By Keith Asumba
Over recent months, years maybe, there has been all the furor about this thing called bitcoin. Just like any piece of innovation, it was received by many with open arms and by others with some disdain. But bitcoin itself represents another form of disruptive technology that aims to bring stability and transparency to the financial technology sector, and perhaps the world as we know it.
Bitcoin is a cryptocurrency – a digital currency that is cryptographed, meaning it’s a currency that bears data and information protected and secured by the use of codes that can only be deciphered and understood by those it is intended for.
Cryptocurrency presents a virtual form of currency that can be used for making online payments for your favourite and regular products and services. However, you do have to exchange real actual cash in order to buy these virtual coins or tokens to trade with – think of it as accessing games in a gaming arcade, or chips for the slot machines in a casino.

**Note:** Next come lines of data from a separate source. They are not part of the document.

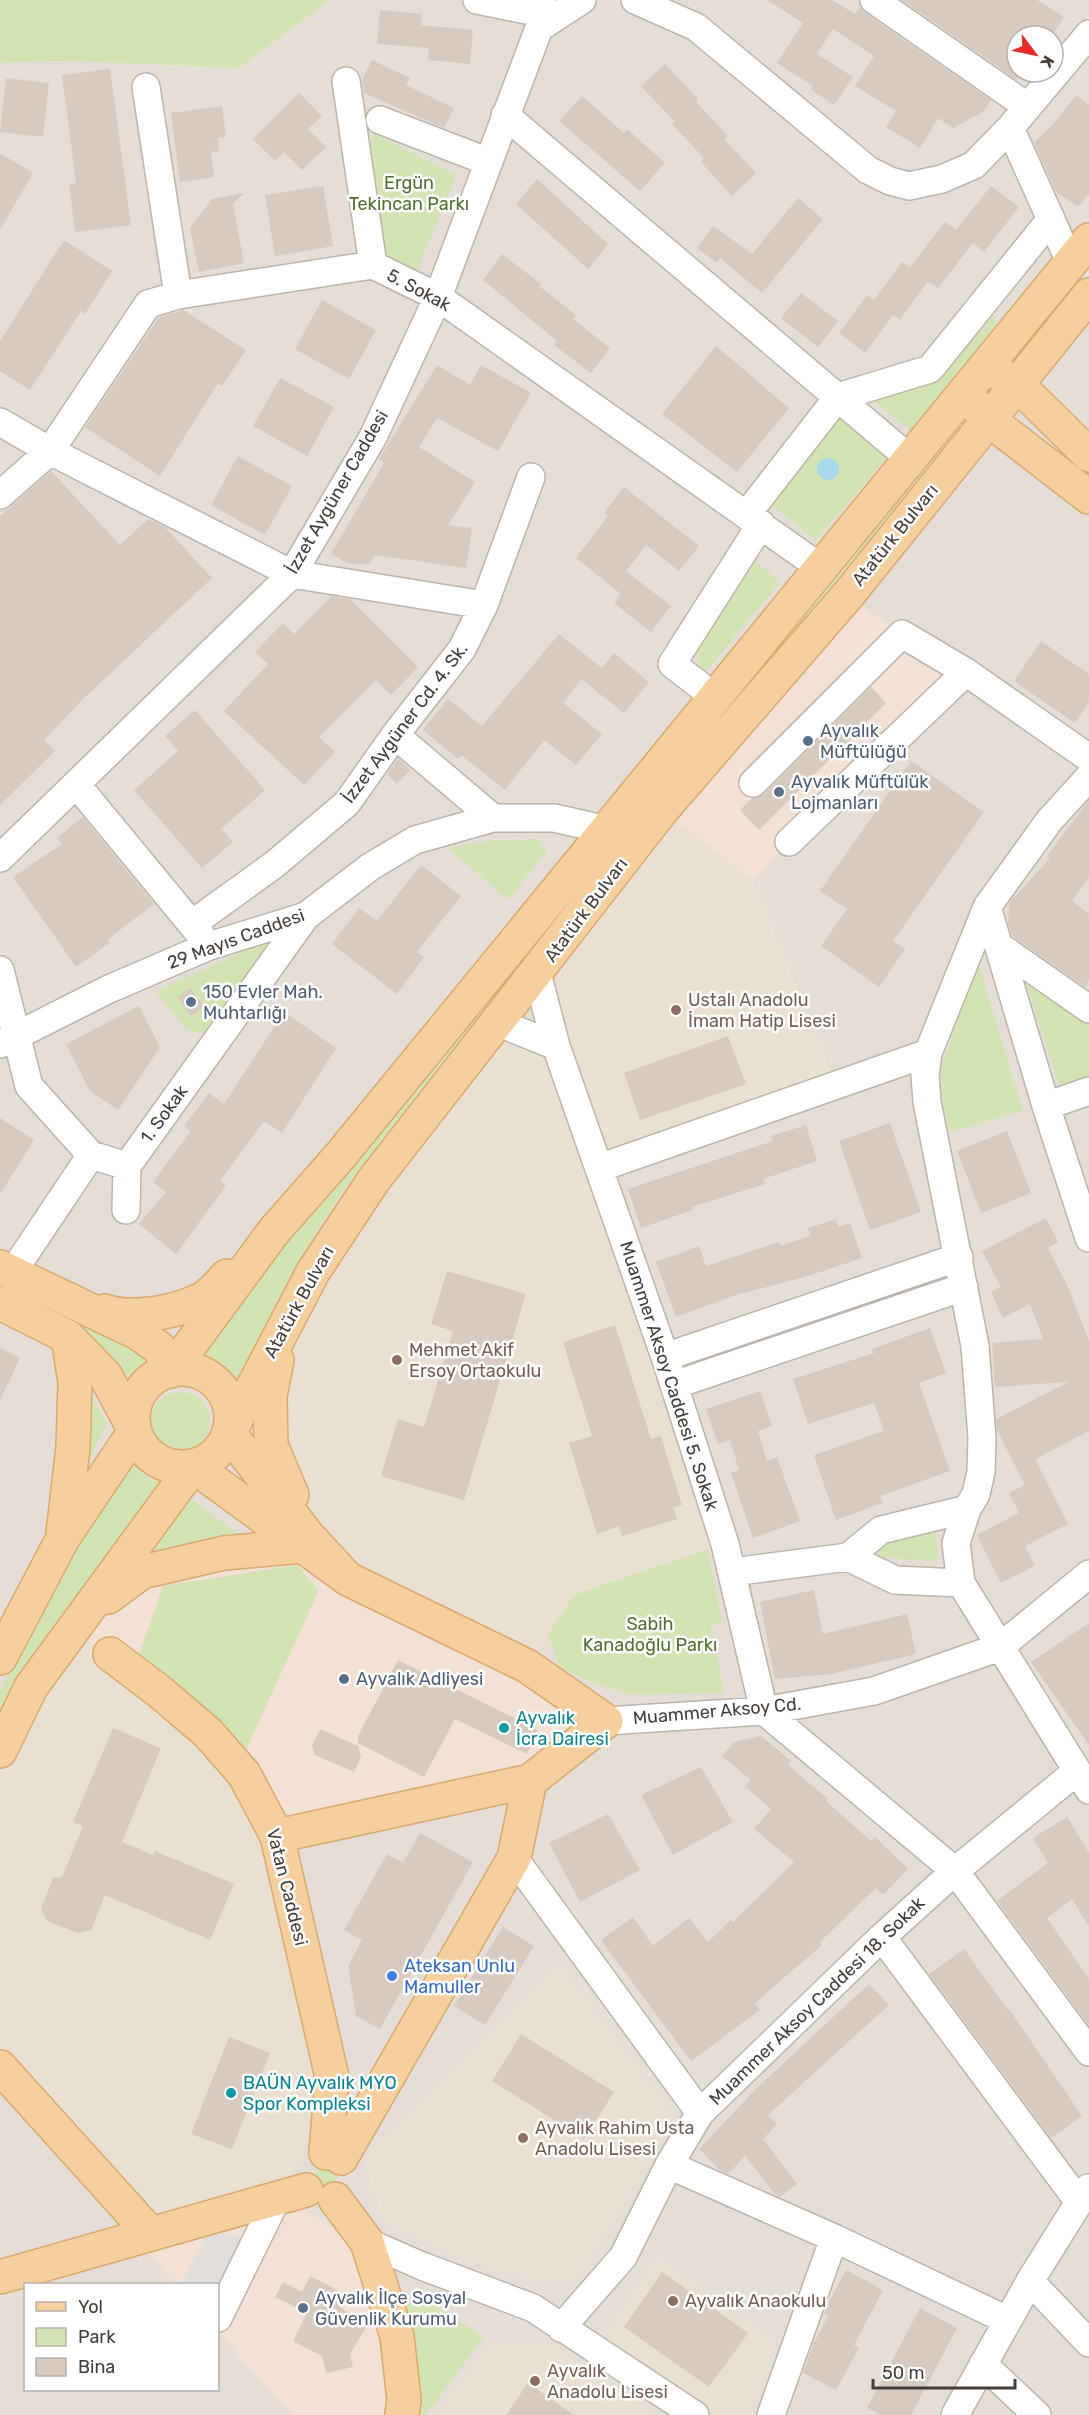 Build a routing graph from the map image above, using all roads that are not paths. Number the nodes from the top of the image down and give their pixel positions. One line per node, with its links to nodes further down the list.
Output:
1 (477, 0): 5 (street)
2 (582, 0): 5 (street)
3 (635, 0): 12 (street)
4 (874, 0): 9 (street)
5 (541, 13): 10 (street, İzzet Aygüner Caddesi)
6 (1089, 34): 9 (street)
7 (346, 81): 16 (street)
8 (146, 87): 17 (street)
9 (1028, 107): 12 (street)
10 (505, 115): 13 (street, İzzet Aygüner Caddesi); 22 (street)
11 (380, 120): 13 (street)
12 (1010, 128): 14 (street)
13 (489, 162): 19 (street, İzzet Aygüner Caddesi)
14 (1051, 219): 15 (street); 22 (street)
15 (1080, 251): 20 (main road, Atatürk Bulvarı)
16 (373, 265): 17 (street, 5. Sokak); 19 (street, 5. Sokak)
17 (178, 295): 25 (street, 5. Sokak)
18 (1089, 295): 21 (main road, Atatürk Bulvarı)
19 (438, 297): 31 (street, 5. Sokak); 33 (street, İzzet Aygüner Caddesi)
20 (974, 380): 21 (main road); 23 (main road); 27 (main road, Atatürk Bulvarı)
21 (1017, 384): 23 (main road, Atatürk Bulvarı); 26 (main road)
22 (838, 397): 27 (street); 31 (street)
23 (988, 419): 30 (main road); 52 (main road, Atatürk Bulvarı)
24 (0, 422): 25 (street)
25 (50, 451): 29 (street, 5. Sokak); 33 (street)
26 (1089, 455)
27 (909, 458): 32 (main road, Atatürk Bulvarı)
28 (531, 477): 34 (street, İzzet Aygüner Cd. 4. Sk.)
29 (0, 495)
30 (1089, 497)
31 (754, 519): 32 (street, 5. Sokak); 36 (street)
32 (821, 568): 36 (main road, Atatürk Bulvarı)
33 (292, 574): 34 (street); 41 (street, İzzet Aygüner Caddesi)
34 (484, 605): 37 (street, İzzet Aygüner Cd. 4. Sk.)
35 (966, 672): 38 (street); 40 (street); 44 (street)
36 (716, 698): 43 (main road, Atatürk Bulvarı)
37 (395, 735): 42 (street); 48 (street, İzzet Aygüner Cd. 4. Sk.)
38 (1089, 758)
39 (1089, 777): 46 (street)
40 (753, 783)
41 (76, 784): 45 (street, İzzet Aygüner Caddesi); 48 (street)
42 (493, 818): 43 (street, 29 Mayıs Caddesi); 47 (street, 29 Mayıs Caddesi)
43 (607, 830): 64 (main road, Atatürk Bulvarı)
44 (789, 842)
45 (0, 858)
46 (987, 907): 50 (street); 57 (street)
47 (306, 916): 49 (street, 29 Mayıs Caddesi); 61 (street, 1. Sokak)
48 (192, 924): 49 (street)
49 (209, 946): 55 (street, 29 Mayıs Caddesi)
50 (999, 946): 53 (street); 59 (street)
51 (0, 970): 55 (street)
52 (537, 974): 54 (main road, Atatürk Bulvarı); 56 (street, Muammer Aksoy Caddesi 5. Sokak)
53 (1089, 1009)
54 (499, 1023): 56 (street); 71 (main road, Atatürk Bulvarı)
55 (8, 1040): 60 (street)
56 (556, 1046): 62 (street, Muammer Aksoy Caddesi 5. Sokak)
57 (928, 1053): 62 (street); 66 (street)
58 (1089, 1091): 59 (street)
59 (1046, 1106): 65 (street)
60 (92, 1155): 61 (street); 67 (street)
61 (127, 1166): 63 (street)
62 (599, 1168): 73 (street, Muammer Aksoy Caddesi 5. Sokak)
63 (126, 1210)
64 (274, 1231): 69 (main road); 74 (main road, Atatürk Bulvarı)
65 (1089, 1238)
66 (958, 1257): 68 (street); 73 (street)
67 (6, 1270): 69 (main road)
68 (964, 1287): 75 (street); 79 (street)
69 (51, 1292): 74 (main road)
70 (0, 1303): 72 (main road)
71 (284, 1325): 77 (main road, Atatürk Bulvarı); 81 (main road)
72 (68, 1338): 76 (main road); 80 (main road)
73 (665, 1357): 75 (street, Muammer Aksoy Caddesi 5. Sokak)
74 (171, 1371): 76 (main road, Atatürk Bulvarı); 77 (main road)
75 (674, 1385): 83 (street, Muammer Aksoy Caddesi 5. Sokak)
76 (135, 1431): 78 (main road); 80 (main road, Atatürk Bulvarı)
77 (229, 1433): 78 (main road, Atatürk Bulvarı); 81 (main road)
78 (193, 1466): 81 (main road, Muammer Aksoy Cd.); 86 (main road, Atatürk Bulvarı)
79 (967, 1509): 82 (street); 85 (street)
80 (63, 1538): 89 (main road, Atatürk Bulvarı)
81 (306, 1541): 86 (main road); 91 (main road, Muammer Aksoy Cd.)
82 (848, 1557): 83 (street); 85 (street)
83 (733, 1572): 90 (street, Muammer Aksoy Caddesi 5. Sokak)
84 (1089, 1574): 87 (street, Muammer Aksoy Cd.)
85 (961, 1583): 87 (street)
86 (87, 1612): 92 (main road, Atatürk Bulvarı)
87 (1000, 1647): 90 (street, Muammer Aksoy Cd.); 93 (street)
88 (110, 1654): 95 (main road, Vatan Caddesi)
89 (0, 1658)
90 (764, 1711): 91 (street, Muammer Aksoy Cd.); 97 (street)
91 (606, 1721): 94 (main road)
92 (0, 1751)
93 (1083, 1780): 97 (street, Muammer Aksoy Caddesi 18. Sokak)
94 (530, 1781): 95 (main road); 96 (main road)
95 (277, 1836): 102 (main road, Vatan Caddesi)
96 (514, 1858): 101 (street); 102 (main road)
97 (955, 1871): 98 (street, Muammer Aksoy Caddesi 18. Sokak); 99 (street)
98 (882, 1937): 101 (street, Muammer Aksoy Caddesi 18. Sokak); 105 (street)
99 (1089, 2052)
100 (0, 2067): 106 (main road)
101 (700, 2113): 103 (street, Muammer Aksoy Caddesi 18. Sokak)
102 (333, 2156): 104 (main road)
103 (669, 2165): 107 (street); 113 (street, Muammer Aksoy Caddesi 18. Sokak)
104 (306, 2195): 106 (main road); 108 (main road); 111 (street)
105 (1084, 2195): 110 (street)
106 (150, 2233): 109 (main road)
107 (834, 2238): 112 (street); 118 (street)
108 (367, 2242): 113 (street); 116 (main road)
109 (0, 2277)
110 (1030, 2281): 112 (street); 114 (street)
111 (219, 2317)
112 (1007, 2320): 115 (street)
113 (561, 2328): 117 (street)
114 (1089, 2343)
115 (983, 2364): 119 (street); 120 (street)
116 (402, 2415)
117 (695, 2415)
118 (771, 2415)
119 (955, 2415)
120 (1037, 2415)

This technology is real, trusted, present, and very much active within our local fintech arena, and to give readers a better understanding of it, andgo Magazine sat down with Charles Kinyua, a 27-year-old I.T. enthusiast and businessperson who has been trading cryptocurrencies for over five years now.
“I first got wind of cryptocurrency in 2013, when I heard about it from a close friend. I didn’t know what it was but I took up interest. I started buying and selling different coins just for the money, I had no knowledge of the applications of blockchain.”
Blockchain is a composition of data stored in the same block. The chain refers to all the users it goes through to verify that all this data is indeed valid. That’s the blockchain – the very technology on which cryptocurrency is based and operates.
“When I was doing my research I’d find coins that are major, or more popular than others, and then I’d learn the reasons for why that was the case. I then took interest in the global applications of the coins, thereby understanding their potential value.”
Charles stated that in his early days of trading, there was a bull run – when the market is constantly accumulating. “The bad thing about a bull run, when bitcoin is going up, altcoins are suffering. But in this case, all the coins were shooting up!” A unique market scenario.
Bitcoin has low supply and high demand. Bitcoin can be mined, a resource-intensive process, nevertheless, and every bitcoin mined makes it harder to access it. “During the financial crisis of ’08/’09, Satoshi Nakamoto decided that we need another form of currency that is more stable, he designed bitcoin to enable people to have a better economy that’s decentralized from banks.”
Financially, cryptocurrency has hit a market cap of one trillion dollars, as an asset. Technologically, it can cheapen and hasten financial transactions. “Someone can send money from the United States to Uganda, for about ten Kenyan shillings – even if the amount being transacted is in millions. The cryptocurrency is what makes that possible,” he adds. “All organizational departments in this world will soon need to use cryptocurrency and blockchain.”
Charles goes on to state that every investment is a risk but this is a risk that’s backed by technology. Because blockchain is a transparent system, he echoes that it can present cheaper rates with more secure transactions and guaranteed transparency to all the parties involved.